Super Mutants are a fictional race of posthuman beings from the post-apocalyptic Fallout video game franchise. Within series lore, Super Mutants are originally ordinary human beings that have been mutated to be much larger and stronger as a result of exposure to a genetically engineered viral mutagen. The Super Mutants of the Fallout series tend to be depicted as savage and innately violent beings who, as a result of their transformations, lost a substantial amount of intelligence and often have cannibalistic tendencies. While Super Mutants tend to form their own factions or societies and are usually hostile to civilized humans, some have chosen to live peacefully alongside humans in settlements across the post-apocalyptic wasteland. 

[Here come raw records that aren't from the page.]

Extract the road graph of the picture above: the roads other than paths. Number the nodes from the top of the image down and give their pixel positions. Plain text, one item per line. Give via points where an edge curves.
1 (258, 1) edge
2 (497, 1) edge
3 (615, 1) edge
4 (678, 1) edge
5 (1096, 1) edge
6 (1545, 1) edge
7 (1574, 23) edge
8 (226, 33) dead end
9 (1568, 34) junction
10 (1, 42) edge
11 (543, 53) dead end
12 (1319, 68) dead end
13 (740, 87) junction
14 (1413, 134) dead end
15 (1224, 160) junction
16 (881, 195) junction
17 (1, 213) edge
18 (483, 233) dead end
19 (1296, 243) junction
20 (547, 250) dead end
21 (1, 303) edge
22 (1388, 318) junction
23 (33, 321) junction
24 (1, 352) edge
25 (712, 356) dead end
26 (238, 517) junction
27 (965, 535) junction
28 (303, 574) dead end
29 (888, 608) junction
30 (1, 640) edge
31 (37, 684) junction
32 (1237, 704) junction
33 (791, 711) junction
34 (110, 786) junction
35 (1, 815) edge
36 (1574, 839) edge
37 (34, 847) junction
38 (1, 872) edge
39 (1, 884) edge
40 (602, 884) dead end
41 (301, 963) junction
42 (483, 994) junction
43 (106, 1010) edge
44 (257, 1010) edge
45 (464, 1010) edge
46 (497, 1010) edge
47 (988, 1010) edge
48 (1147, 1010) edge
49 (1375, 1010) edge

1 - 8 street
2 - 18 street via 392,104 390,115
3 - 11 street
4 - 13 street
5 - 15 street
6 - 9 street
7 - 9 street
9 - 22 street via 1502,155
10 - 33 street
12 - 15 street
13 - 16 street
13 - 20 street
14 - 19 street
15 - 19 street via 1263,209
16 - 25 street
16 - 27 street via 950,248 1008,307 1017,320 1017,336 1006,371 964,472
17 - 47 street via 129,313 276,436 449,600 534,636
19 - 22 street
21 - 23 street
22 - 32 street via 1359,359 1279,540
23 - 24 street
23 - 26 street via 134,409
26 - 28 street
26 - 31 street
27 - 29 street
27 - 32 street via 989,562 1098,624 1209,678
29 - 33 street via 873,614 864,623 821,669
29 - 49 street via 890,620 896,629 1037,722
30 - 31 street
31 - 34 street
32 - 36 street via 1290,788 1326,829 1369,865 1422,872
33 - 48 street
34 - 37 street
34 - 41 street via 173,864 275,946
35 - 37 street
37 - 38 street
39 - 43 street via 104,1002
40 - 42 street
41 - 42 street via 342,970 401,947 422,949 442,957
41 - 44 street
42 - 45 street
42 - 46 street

Among the most recognizable and integral elements of the Fallout intellectual property (IP), Super Mutants have appeared in every media of the franchise, and have been the subject of numerous fan mods of Fallout series games. Certain individual Super Mutant characters have been well received by critics for their characterization, although the role the Super Mutant race have played throughout the history of the franchise have been the source of contention for some commentators.

Characteristics
The Super Mutants of the Fallout series were first introduced in 1997's Fallout as the results of human experimentation with a strain of the Forced Evolutionary Virus (FEV), which transforms the subjects into a hulking monstrous humanoid form. The FEV, an artificially-created virus by a defense contractor and research corporation contracted by the American government, was originally meant to protect against various forms of biological warfare. Subsequent games in the Fallout series feature other antagonistic factions that employ different strains of the FEV to create Super Mutants. For example, Vault Tec, the technology company which built the nuclear fallout shelter facilities called Vaults, deliberately exposed the occupants of Vault 87 to a modified strain of the FEV as part of an unethical experiment called the Evolutionary Experimentation Program. The Institute, an elusive faction of scientists in Fallout 4, kidnap the inhabitants of the surrounding region and subject their victims to another strain of FEV for experimentation. Super Mutants created by the Institute are less intelligent compared to other variants but are capable of speaking like normal humans.

The physiology of a Super Mutant is very different compared to ordinary humans; the most immediately noticeable effects are their immense size and strength, their different skin color, and their immunity to radiation damage. A standard Super Mutant's skin tone is usually green or yellow and stands approximately 10.4 feet tall, 7.8 feet when hunching, and weighs around 800 pounds. The Nightkin, an elite Super Mutant caste, have gray-blue colored skin and largely retain their pre-existing intellect unlike their lesser brethren. They are often equipped with cloaking devices known as "Stealth Boys" and developed schizophrenia from prolonged use. Other varieties of Super Mutants encountered in Fallout 3 and Fallout 4 grow much larger when they age. An immensely large variety first introduced in Fallout 3, the Behemoth, stand at roughly 20 feet tall and could grow up to 30 feet in height.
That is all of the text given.